If the patient is insulin-dependent then insulin will of course be required throughout the course of the tube feed. If the patient had tablet-controlled diabetes it is likely that poor glycaemic control will already have been recognised and the patient switched to subcutaneous insulin.

If however the patient's diabetes had previously been controlled by "diet alone" or oral agents, always assume that insulin will be necessary to cover enteral feeding.

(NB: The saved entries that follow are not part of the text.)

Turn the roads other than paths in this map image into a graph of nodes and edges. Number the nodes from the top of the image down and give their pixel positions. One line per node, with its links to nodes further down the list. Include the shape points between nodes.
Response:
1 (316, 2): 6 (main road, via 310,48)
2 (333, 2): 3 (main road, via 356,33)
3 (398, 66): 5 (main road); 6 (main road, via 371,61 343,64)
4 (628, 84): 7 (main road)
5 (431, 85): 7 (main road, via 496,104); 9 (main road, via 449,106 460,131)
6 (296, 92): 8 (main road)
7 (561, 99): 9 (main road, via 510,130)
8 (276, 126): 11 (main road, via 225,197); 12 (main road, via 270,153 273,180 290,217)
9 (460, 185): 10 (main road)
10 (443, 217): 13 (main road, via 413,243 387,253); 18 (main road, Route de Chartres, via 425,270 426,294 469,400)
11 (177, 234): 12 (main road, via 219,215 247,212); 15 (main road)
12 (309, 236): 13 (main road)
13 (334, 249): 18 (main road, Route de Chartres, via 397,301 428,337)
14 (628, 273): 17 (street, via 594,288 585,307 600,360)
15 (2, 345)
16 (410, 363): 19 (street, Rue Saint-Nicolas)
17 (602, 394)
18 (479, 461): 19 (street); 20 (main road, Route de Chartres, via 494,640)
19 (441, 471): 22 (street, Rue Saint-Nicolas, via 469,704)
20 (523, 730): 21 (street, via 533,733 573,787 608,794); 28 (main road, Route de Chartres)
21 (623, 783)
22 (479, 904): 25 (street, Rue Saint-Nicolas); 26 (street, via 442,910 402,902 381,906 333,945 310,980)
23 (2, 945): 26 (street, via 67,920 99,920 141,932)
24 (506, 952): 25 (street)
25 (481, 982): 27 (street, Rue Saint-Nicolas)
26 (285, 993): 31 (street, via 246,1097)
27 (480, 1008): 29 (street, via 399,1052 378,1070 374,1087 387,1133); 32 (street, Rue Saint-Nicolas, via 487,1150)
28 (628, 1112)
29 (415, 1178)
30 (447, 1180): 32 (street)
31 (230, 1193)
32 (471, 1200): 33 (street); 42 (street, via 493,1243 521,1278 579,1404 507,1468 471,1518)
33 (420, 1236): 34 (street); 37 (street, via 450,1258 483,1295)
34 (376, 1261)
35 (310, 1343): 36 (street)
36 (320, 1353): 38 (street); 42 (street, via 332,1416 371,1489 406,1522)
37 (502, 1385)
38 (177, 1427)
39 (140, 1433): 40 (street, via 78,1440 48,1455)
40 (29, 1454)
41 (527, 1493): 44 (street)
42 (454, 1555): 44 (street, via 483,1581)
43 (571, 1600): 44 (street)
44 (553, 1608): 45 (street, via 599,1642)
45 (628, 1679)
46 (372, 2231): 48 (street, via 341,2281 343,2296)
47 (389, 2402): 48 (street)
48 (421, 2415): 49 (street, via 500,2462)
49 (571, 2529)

The general principle is for the Dietitian and Nutrition Nurse to make decisions on the nutritional requirement of the patient and for the insulin to be fitted around the feeding regime. We should never be in the position of having to adjust the enteral feed because the patient is taking a particular insulin regime. Enteral feeding will usually begin with a slow infusion over 20 hours. Commence an intravenous insulin infusion, Humulin S 1 unit/ml in normal saline. Infuse at an initial rate of 1 unit/hr. For the first 48 hours of enteral feeding, two-hourly bedside capillary blood glucose measurements should be performed aiming for blood glucose levels of between 5 and 9 mmol/l. The insulin infusion rate can be adjusted in steps of ½ unit, 1 unit, 2 units, 3 units, 4 units, and 6 units/hr. If more than 6 units/hr are required obtain advice from the Diabetes Team. After 48 hours enteral feeding, consider switching to subcutaneous insulin. Use once daily glargine as background insulin. Use isophane insulin at the commencement of the cycle of feeding and halfway through the cycle. e.g. enteral feeding to run 09.00 to 05.00 the following day (20hours feeding). Give glargine insulin subcutaneously 10 units at 9.00 a.m. Give Humulin I insulin 8 units subcutaneously at 9.00 a.m. Give Humulin I insulin 8 units subcutaneously at 7.00 p.m. Continue to monitor blood glucose 2-hourly. Aim for blood glucose levels of between 5 and 9 mmol/l, be prepared to increase the insulin doses as necessary to achieve the target.

This is from one particular Hospital and may well be slightly different but the principle is the same.